=== Section Start ===

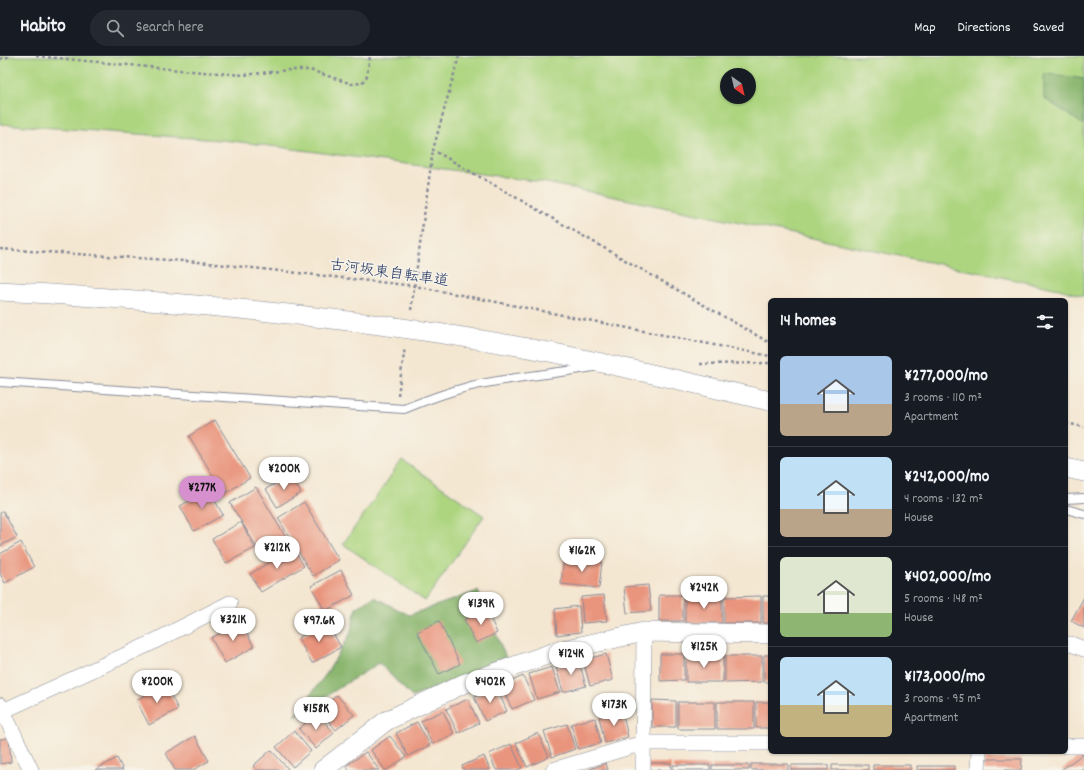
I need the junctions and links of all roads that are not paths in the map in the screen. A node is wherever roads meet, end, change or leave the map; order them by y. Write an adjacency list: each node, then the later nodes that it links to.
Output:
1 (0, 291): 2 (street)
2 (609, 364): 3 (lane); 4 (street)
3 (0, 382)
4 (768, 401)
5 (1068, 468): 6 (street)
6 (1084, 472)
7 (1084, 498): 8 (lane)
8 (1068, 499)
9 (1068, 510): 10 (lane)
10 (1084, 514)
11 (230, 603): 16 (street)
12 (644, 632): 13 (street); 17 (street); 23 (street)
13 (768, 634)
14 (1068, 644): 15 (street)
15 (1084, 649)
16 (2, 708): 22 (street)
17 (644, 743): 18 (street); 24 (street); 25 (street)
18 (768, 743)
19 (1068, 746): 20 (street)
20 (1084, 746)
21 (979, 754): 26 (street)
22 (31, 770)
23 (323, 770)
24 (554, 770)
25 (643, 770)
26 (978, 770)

=== Section End ===

§ Task to carry out: Omit every picture, then repeat the remaining data exactly as it appears above.

§ The answer:
I need the junctions and links of all roads that are not paths in the map in the screen. A node is wherever roads meet, end, change or leave the map; order them by y. Write an adjacency list: each node, then the later nodes that it links to.
Output:
1 (0, 291): 2 (street)
2 (609, 364): 3 (lane); 4 (street)
3 (0, 382)
4 (768, 401)
5 (1068, 468): 6 (street)
6 (1084, 472)
7 (1084, 498): 8 (lane)
8 (1068, 499)
9 (1068, 510): 10 (lane)
10 (1084, 514)
11 (230, 603): 16 (street)
12 (644, 632): 13 (street); 17 (street); 23 (street)
13 (768, 634)
14 (1068, 644): 15 (street)
15 (1084, 649)
16 (2, 708): 22 (street)
17 (644, 743): 18 (street); 24 (street); 25 (street)
18 (768, 743)
19 (1068, 746): 20 (street)
20 (1084, 746)
21 (979, 754): 26 (street)
22 (31, 770)
23 (323, 770)
24 (554, 770)
25 (643, 770)
26 (978, 770)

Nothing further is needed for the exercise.